What this tests: Fundamental Analysis

Explanation: Financial ratios are useful only when the ratio type is interpreted correctly. Operating profit margin is a profitability measure, and its fall from 9.0% to 6.5% indicates weaker profitability. The current ratio is a liquidity measure, and its rise from 0.9:1 to 1.3:1 suggests improved short-term asset cover for liabilities. Gearing is a solvency or financial-risk measure; a rise from 42% to 68% indicates greater reliance on debt. Inventory days is an efficiency measure; a longer period suggests stock is taking more time to turn into sales. The price/earnings ratio is an investor or valuation ratio; a fall from 18x to 12x indicates a lower market rating, but does not by itself prove the shares are cheap or suitable.

  • Treating the current ratio as profitability confuses liquidity with profit generation.
  • Higher gearing normally points to greater financial risk, not improved solvency.
  • Longer inventory days indicate weaker stock efficiency, not a liquidity ratio in isolation.
  • A lower price/earnings ratio may suggest a lower rating, but undervaluation needs further evidence.

Each conclusion matches the ratio category and direction shown in the snapshot.


Question 10

Topic: Fundamental Analysis

An analyst is reviewing a listed company whose reported profit is distorted by a large non-cash depreciation charge. She wants a valuation measure that compares the share price with cash generated per share, making the comparison less dependent on accounting profit. Which measure matches this purpose?

  • A. Gearing
  • B. Dividend cover
  • C. Price/earnings ratio
  • D. Price-to-cash-flow ratio

Best answer: D

What this tests: Fundamental Analysis

Explanation: The price-to-cash-flow ratio is a valuation multiple that relates a company’s share price to the cash flow generated per share. It can be useful where accounting earnings are affected by non-cash charges such as depreciation, amortisation, or impairment. It does not remove the need to assess business quality, sustainability of cash flows, or debt levels, but it helps focus on cash generation rather than reported profit alone. By contrast, earnings-based and dividend-based measures answer different questions: they assess profit valuation or dividend sustainability, not the market price relative to cash flow per share.

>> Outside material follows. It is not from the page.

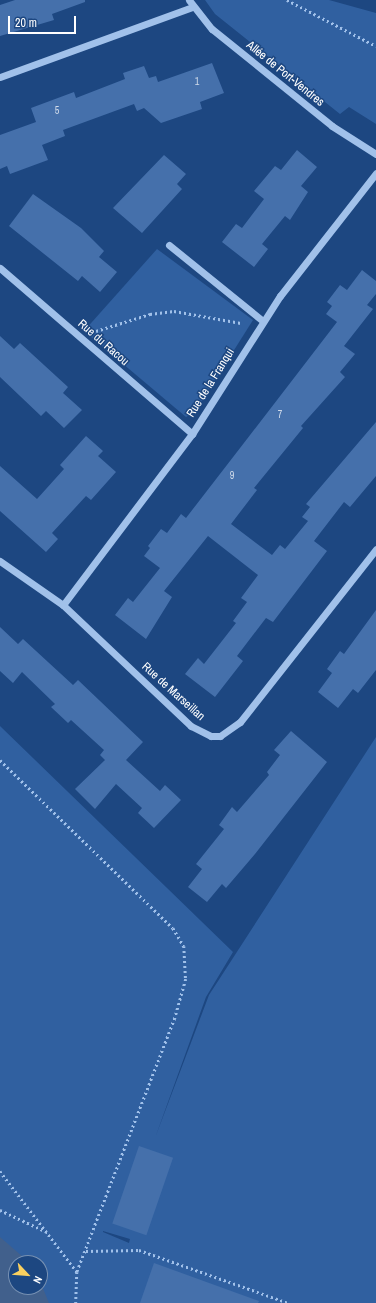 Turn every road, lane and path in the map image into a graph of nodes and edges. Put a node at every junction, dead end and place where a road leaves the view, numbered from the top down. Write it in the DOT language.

  • Price/earnings ratio uses earnings per share, so it remains directly tied to accounting profit.
  • Dividend cover measures how many times profits cover dividends, not market valuation against cash flow.
  • Gearing assesses the level of debt or financial leverage, not the share price relative to cash generation.

The price-to-cash-flow ratio compares the share price with cash flow per share, so it is less directly affected by non-cash accounting charges than earnings-based measures.